— TASK GOAL —
In the material below, count the lines where the word "speed" appears. Nothing but the number, please.

— DATA UNDER STUDY —
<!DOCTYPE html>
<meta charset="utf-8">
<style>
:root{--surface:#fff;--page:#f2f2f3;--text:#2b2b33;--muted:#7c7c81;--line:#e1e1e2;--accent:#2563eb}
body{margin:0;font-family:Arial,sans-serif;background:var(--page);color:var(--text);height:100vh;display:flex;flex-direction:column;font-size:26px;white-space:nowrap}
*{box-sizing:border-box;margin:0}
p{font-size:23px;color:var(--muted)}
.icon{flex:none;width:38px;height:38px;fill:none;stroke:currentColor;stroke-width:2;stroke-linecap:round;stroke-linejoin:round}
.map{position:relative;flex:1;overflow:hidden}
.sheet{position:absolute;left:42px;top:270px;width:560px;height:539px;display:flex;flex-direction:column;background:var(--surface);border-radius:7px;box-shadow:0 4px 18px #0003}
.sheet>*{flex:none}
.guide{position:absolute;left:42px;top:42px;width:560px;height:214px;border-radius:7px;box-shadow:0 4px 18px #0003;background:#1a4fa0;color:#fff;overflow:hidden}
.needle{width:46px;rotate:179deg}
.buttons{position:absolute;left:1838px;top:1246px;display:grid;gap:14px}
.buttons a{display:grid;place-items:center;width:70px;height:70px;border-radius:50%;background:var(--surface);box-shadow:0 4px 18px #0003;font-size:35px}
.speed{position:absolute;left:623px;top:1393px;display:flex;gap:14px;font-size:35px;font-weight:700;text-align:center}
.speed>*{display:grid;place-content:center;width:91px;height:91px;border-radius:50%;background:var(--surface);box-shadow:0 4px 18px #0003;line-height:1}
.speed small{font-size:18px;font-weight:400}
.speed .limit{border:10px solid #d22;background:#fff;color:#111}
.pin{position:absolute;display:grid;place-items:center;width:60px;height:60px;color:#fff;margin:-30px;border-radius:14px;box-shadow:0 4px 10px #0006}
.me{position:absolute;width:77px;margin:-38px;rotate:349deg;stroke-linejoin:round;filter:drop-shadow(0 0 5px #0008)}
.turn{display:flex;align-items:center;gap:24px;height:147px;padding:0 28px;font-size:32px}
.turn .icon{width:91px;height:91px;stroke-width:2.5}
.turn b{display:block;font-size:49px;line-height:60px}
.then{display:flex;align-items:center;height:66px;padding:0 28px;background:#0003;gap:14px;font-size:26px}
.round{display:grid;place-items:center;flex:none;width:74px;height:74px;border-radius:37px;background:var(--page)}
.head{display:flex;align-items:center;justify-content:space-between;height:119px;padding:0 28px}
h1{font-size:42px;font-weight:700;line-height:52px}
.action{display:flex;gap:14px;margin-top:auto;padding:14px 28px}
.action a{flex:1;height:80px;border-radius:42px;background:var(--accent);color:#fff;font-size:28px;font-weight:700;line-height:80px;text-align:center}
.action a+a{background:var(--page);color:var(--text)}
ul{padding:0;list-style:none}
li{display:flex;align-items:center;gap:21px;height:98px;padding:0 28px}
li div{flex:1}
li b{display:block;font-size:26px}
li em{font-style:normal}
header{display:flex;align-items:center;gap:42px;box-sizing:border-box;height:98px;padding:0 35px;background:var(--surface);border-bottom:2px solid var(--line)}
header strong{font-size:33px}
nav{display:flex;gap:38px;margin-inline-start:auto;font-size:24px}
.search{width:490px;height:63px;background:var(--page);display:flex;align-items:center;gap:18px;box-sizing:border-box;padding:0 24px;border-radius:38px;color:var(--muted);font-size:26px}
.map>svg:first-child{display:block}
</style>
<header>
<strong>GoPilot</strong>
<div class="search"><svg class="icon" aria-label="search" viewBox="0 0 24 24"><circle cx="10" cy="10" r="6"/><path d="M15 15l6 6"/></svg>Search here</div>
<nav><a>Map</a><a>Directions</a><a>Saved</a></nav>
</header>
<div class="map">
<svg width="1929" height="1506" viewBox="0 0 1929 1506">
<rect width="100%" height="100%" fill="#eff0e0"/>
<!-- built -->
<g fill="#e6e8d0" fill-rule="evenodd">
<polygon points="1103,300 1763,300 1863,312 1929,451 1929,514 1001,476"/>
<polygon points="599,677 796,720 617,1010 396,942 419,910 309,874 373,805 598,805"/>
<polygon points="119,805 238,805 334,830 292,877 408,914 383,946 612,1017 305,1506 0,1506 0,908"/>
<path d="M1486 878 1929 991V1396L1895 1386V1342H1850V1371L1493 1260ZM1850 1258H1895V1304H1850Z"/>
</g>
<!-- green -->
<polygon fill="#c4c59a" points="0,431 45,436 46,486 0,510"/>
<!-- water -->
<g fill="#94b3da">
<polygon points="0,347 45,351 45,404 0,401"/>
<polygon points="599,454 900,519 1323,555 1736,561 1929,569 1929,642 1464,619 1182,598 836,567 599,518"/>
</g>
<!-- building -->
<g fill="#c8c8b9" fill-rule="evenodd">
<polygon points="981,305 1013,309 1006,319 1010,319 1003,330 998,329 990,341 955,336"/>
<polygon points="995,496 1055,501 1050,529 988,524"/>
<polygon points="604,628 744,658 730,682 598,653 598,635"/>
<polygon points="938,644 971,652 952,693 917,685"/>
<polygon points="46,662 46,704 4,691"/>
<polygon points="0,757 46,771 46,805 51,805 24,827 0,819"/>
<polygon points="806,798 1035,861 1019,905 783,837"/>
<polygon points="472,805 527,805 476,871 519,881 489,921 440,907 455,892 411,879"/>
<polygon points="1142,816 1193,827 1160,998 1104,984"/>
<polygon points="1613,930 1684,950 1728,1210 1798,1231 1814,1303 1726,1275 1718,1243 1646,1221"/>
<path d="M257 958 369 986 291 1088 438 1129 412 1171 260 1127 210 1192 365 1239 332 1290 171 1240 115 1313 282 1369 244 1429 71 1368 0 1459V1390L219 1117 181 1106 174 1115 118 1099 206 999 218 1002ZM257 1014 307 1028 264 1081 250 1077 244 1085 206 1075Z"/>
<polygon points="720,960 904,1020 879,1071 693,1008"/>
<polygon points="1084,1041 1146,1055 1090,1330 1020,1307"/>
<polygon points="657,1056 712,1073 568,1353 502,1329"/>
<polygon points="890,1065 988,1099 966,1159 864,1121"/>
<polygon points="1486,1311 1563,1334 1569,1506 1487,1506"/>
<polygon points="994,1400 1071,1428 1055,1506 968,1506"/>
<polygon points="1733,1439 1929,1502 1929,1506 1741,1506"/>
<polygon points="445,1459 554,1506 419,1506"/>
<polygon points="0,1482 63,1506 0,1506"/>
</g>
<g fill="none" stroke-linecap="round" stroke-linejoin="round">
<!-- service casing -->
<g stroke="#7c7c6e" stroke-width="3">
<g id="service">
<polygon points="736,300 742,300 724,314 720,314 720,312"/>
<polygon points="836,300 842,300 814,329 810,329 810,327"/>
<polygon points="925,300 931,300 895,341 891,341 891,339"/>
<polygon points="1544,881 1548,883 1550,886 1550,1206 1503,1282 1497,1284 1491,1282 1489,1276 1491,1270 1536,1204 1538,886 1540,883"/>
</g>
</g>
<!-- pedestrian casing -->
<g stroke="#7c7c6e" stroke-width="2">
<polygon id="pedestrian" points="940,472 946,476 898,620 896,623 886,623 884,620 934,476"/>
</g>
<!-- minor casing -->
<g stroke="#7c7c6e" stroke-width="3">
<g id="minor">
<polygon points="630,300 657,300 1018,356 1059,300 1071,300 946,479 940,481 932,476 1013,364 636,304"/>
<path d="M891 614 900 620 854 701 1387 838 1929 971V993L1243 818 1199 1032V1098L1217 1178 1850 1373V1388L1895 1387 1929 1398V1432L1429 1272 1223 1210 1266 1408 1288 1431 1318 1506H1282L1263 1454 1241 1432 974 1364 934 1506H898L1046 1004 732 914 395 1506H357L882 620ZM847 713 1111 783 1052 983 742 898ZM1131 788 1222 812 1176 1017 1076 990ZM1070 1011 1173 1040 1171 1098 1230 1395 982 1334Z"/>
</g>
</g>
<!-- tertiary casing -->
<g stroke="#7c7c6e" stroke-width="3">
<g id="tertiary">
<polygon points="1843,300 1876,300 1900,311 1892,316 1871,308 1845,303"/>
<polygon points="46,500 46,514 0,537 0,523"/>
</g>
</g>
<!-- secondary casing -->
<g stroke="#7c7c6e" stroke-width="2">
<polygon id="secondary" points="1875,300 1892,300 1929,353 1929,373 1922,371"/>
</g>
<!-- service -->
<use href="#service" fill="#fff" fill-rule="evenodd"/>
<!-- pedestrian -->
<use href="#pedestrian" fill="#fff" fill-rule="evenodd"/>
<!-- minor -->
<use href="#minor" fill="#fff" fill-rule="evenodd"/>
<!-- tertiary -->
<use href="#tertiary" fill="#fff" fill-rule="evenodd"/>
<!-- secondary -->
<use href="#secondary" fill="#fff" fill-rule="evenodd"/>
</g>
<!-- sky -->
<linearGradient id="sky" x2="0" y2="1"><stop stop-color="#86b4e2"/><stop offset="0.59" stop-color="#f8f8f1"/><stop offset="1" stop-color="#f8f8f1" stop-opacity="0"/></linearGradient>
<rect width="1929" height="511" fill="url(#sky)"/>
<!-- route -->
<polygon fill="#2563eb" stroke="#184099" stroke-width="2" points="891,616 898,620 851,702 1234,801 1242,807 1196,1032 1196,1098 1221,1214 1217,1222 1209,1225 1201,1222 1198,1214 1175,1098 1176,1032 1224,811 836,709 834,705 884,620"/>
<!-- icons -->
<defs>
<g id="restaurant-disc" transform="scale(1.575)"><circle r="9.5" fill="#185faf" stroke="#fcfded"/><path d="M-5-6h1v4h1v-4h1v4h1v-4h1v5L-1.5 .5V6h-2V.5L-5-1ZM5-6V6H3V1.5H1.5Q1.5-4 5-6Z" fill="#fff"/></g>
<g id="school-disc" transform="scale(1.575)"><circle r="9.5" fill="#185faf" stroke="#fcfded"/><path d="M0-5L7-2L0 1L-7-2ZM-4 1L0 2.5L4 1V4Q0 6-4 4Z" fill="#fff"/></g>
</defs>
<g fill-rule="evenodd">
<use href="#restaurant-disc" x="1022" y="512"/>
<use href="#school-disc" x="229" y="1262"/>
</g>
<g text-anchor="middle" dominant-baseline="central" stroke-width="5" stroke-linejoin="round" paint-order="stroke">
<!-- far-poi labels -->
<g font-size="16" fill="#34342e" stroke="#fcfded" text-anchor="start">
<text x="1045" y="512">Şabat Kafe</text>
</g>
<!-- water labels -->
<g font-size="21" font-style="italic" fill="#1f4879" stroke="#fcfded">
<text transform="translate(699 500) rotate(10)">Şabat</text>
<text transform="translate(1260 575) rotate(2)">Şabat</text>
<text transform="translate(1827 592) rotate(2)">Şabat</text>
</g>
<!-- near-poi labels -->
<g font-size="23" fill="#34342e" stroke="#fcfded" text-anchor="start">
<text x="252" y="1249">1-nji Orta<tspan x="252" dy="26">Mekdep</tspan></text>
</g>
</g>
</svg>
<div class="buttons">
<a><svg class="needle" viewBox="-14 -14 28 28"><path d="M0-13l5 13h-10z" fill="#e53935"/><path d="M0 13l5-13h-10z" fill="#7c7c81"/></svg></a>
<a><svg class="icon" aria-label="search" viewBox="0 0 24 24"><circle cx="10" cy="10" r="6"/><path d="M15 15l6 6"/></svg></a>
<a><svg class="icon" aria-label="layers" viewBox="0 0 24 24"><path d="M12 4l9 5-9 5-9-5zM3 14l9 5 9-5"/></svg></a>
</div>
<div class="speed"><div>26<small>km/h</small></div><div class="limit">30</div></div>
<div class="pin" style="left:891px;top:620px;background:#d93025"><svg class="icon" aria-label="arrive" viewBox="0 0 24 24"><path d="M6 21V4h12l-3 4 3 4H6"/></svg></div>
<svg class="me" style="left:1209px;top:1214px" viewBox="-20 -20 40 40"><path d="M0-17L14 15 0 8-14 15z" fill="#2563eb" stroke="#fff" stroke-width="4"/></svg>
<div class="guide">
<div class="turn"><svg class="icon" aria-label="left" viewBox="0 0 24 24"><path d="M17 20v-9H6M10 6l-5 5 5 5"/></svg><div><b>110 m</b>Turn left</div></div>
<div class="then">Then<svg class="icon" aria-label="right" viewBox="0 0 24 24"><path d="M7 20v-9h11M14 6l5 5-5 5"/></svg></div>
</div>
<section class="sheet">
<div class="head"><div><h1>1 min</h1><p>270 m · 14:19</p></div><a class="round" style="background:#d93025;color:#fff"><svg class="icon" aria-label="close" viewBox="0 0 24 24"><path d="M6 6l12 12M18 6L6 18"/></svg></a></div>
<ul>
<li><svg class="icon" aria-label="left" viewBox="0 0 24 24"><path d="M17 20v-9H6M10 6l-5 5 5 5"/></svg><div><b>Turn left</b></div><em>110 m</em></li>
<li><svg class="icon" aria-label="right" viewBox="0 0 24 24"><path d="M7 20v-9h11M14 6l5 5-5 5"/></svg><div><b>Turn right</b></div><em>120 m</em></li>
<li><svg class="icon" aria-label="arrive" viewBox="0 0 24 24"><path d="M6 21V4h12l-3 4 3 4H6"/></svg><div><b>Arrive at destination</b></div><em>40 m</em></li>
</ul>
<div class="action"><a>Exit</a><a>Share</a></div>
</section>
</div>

— ANSWER TO THE EXERCISE —
5